Второй раз у нас вышел более спокойным и естественным, если не сказать деликатным. Во всяком случае, не столь зубодробительным, как первый. Любопытно: окажись царевна со мной, Томой и Юлианом, когда мы жили в лесу – как повернулись бы события? Четыре фонтана гормонов, из которых лишь один сдерживался ржавым вентилем разума. Да и тот постоянно давал течь. Немного давления на меня, и две парочки вполне могли основать новую человолчью стаю.
Странные мысли, но чем-то влекущие. Еще немало во мне от животного.

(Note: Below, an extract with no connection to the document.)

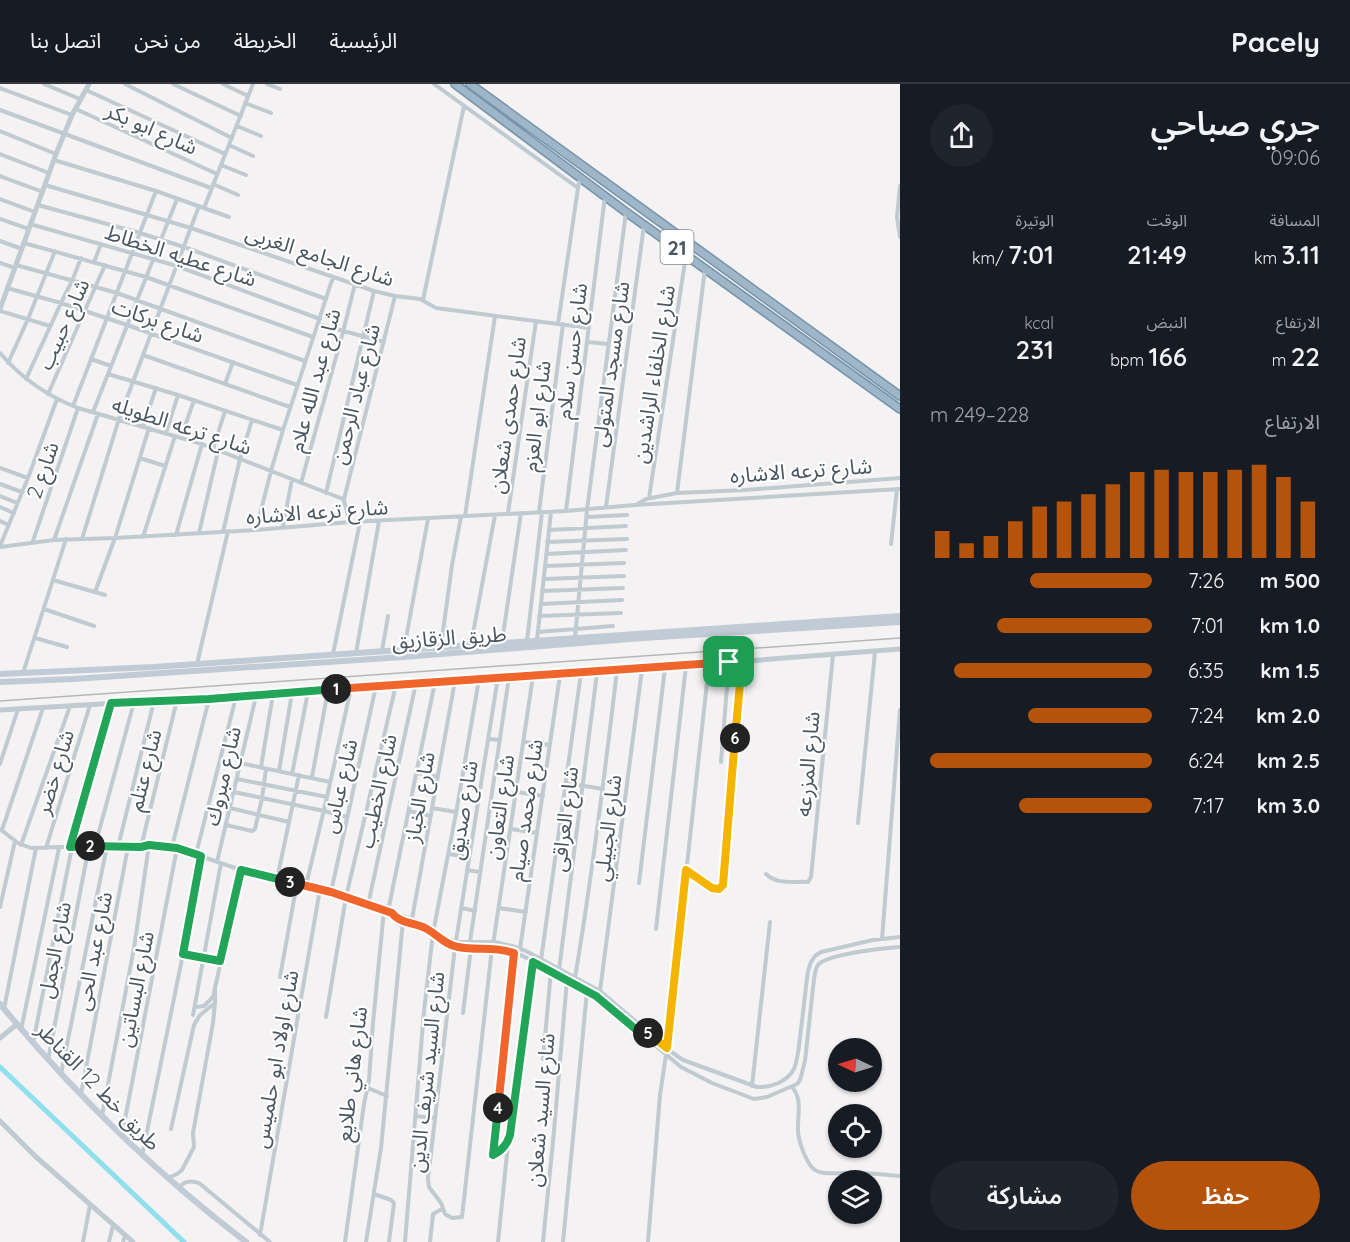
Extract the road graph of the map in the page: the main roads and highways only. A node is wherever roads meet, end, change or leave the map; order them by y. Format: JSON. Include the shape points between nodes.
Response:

Организмам полегчало, и с легким ощущением счастья мы с царевной двинулись дальше. Местность разнообразием не удивляла, что нас радовало. Густая зелень, ниспадающая и восходящая, напоминала пасть хищника-вегетарианца – он ежесекундно проглатывал обидчиков, использовавших его части для эгоистических нужд, но что с ними (то есть, с нами) делать дальше – не знал. Мы пробирались сквозь чащу без приключений. В густом лесу иногда встречались кустистые прогалины, иногда – змеившийся пролесок, переходивший в мелкое редколесье на месте пожарищ. В основном мы прокладывали путь через дремучие дебри, и другой дороги я не хотел – на открытом пространстве нас легко засекут.

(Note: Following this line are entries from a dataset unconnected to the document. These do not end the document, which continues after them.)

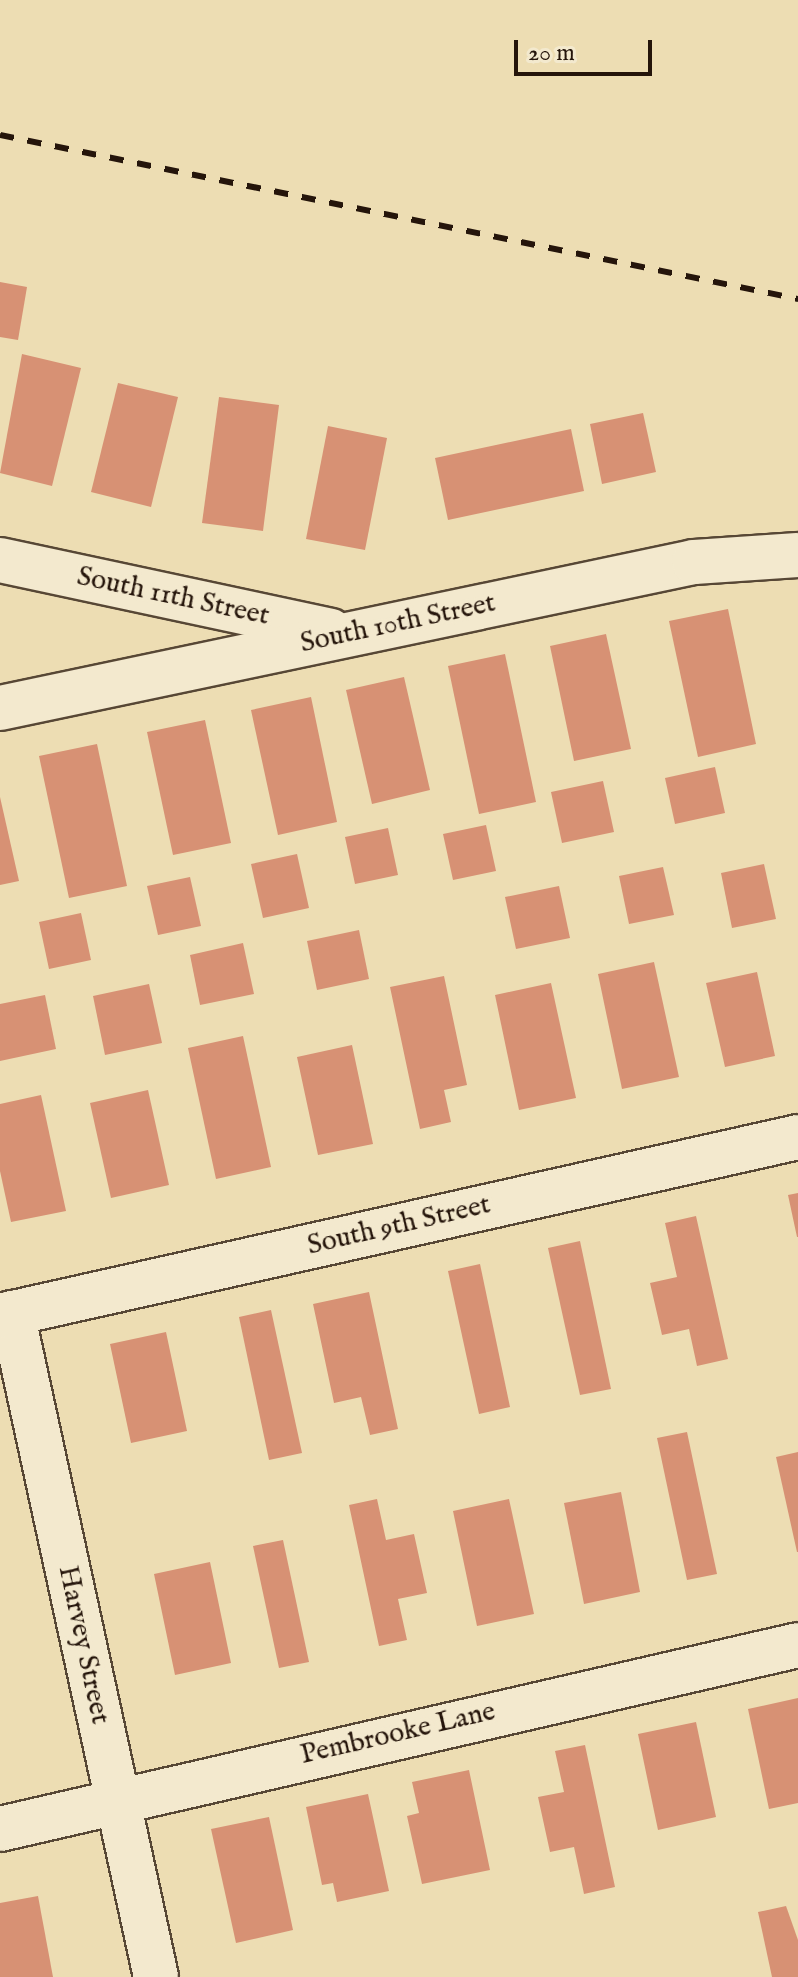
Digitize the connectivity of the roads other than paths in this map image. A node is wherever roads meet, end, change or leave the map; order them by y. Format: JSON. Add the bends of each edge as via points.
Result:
{"nodes":[{"id":1,"x":798,"y":555,"type":"edge"},
{"id":2,"x":0,"y":560,"type":"edge"},
{"id":3,"x":347,"y":635,"type":"junction"},
{"id":4,"x":0,"y":708,"type":"edge"},
{"id":5,"x":798,"y":1137,"type":"edge"},
{"id":6,"x":6,"y":1315,"type":"edge"},
{"id":7,"x":798,"y":1645,"type":"edge"},
{"id":8,"x":115,"y":1797,"type":"junction"},
{"id":9,"x":0,"y":1829,"type":"edge"},
{"id":10,"x":156,"y":1977,"type":"edge"}],
"edges":[{"from":1,"to":3,"type":"street","name":"South 10th Street","via":[[694,562]]},
{"from":2,"to":3,"type":"street","name":"South 11th Street"},
{"from":3,"to":4,"type":"street","name":"South 10th Street"},
{"from":5,"to":6,"type":"street","name":"South 9th Street"},
{"from":6,"to":8,"type":"street","name":"Harvey Street"},
{"from":7,"to":8,"type":"street","name":"Pembrooke Lane"},
{"from":8,"to":9,"type":"street","name":"Pembrooke Lane"},
{"from":8,"to":10,"type":"street","name":"Harvey Street"}]}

Непомерно уставшие, мы уткнулись в очередную стоянку судов. Правильнее будет сказать – в лагерь для экипажей, где можно приготовить горячей еды и поспать в тепле костра на твердой земле. Как на прежних стоянках, здесь кто-то заботливо оставил гору напиленных чурок, которые требовалось лишь расколоть на поленья. Под окружающими деревьями земля была умята и выровнена, осталось набросать ветвей-листьев, и можно ночевать со всеми удобствами.